● **DATA TO USE**
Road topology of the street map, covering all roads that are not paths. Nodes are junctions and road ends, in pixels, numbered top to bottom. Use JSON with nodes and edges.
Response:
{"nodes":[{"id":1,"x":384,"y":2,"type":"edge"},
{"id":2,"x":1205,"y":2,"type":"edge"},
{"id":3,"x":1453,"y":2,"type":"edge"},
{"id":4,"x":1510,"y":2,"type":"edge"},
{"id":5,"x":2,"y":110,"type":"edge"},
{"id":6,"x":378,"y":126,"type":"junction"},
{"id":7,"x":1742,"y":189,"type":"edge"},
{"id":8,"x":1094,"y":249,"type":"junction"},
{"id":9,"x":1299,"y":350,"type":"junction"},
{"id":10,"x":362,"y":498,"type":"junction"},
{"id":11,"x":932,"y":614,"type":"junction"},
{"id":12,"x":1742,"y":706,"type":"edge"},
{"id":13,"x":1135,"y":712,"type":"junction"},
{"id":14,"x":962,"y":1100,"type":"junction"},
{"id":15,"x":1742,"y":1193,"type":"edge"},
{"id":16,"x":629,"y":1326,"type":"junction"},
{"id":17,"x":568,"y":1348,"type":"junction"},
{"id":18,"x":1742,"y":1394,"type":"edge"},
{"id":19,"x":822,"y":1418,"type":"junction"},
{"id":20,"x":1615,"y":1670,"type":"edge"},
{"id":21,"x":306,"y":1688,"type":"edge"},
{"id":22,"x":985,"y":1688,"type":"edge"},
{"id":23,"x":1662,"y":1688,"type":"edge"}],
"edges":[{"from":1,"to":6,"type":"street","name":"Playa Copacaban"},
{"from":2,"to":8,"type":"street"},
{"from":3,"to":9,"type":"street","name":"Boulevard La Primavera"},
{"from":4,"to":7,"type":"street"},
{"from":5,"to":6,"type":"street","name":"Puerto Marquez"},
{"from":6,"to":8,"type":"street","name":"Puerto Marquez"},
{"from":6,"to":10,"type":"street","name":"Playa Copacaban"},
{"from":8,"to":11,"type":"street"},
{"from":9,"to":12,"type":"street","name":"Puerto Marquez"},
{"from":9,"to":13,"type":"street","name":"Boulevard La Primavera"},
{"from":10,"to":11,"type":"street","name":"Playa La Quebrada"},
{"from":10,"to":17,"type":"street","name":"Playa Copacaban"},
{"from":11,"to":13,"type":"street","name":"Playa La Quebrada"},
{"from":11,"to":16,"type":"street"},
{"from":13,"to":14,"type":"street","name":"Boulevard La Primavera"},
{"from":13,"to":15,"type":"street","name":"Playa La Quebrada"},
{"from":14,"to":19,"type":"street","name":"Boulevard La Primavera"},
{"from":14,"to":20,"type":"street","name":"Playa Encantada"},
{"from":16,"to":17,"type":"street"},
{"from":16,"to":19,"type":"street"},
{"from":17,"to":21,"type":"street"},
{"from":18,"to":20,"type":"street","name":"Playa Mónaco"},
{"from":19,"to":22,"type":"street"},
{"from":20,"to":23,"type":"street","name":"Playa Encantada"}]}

● **EXERCISE REQUIREMENTS**
Considering only lines of the records that hold the string "Quebrada", state how many there are and nothing else.

● **REPLY**
3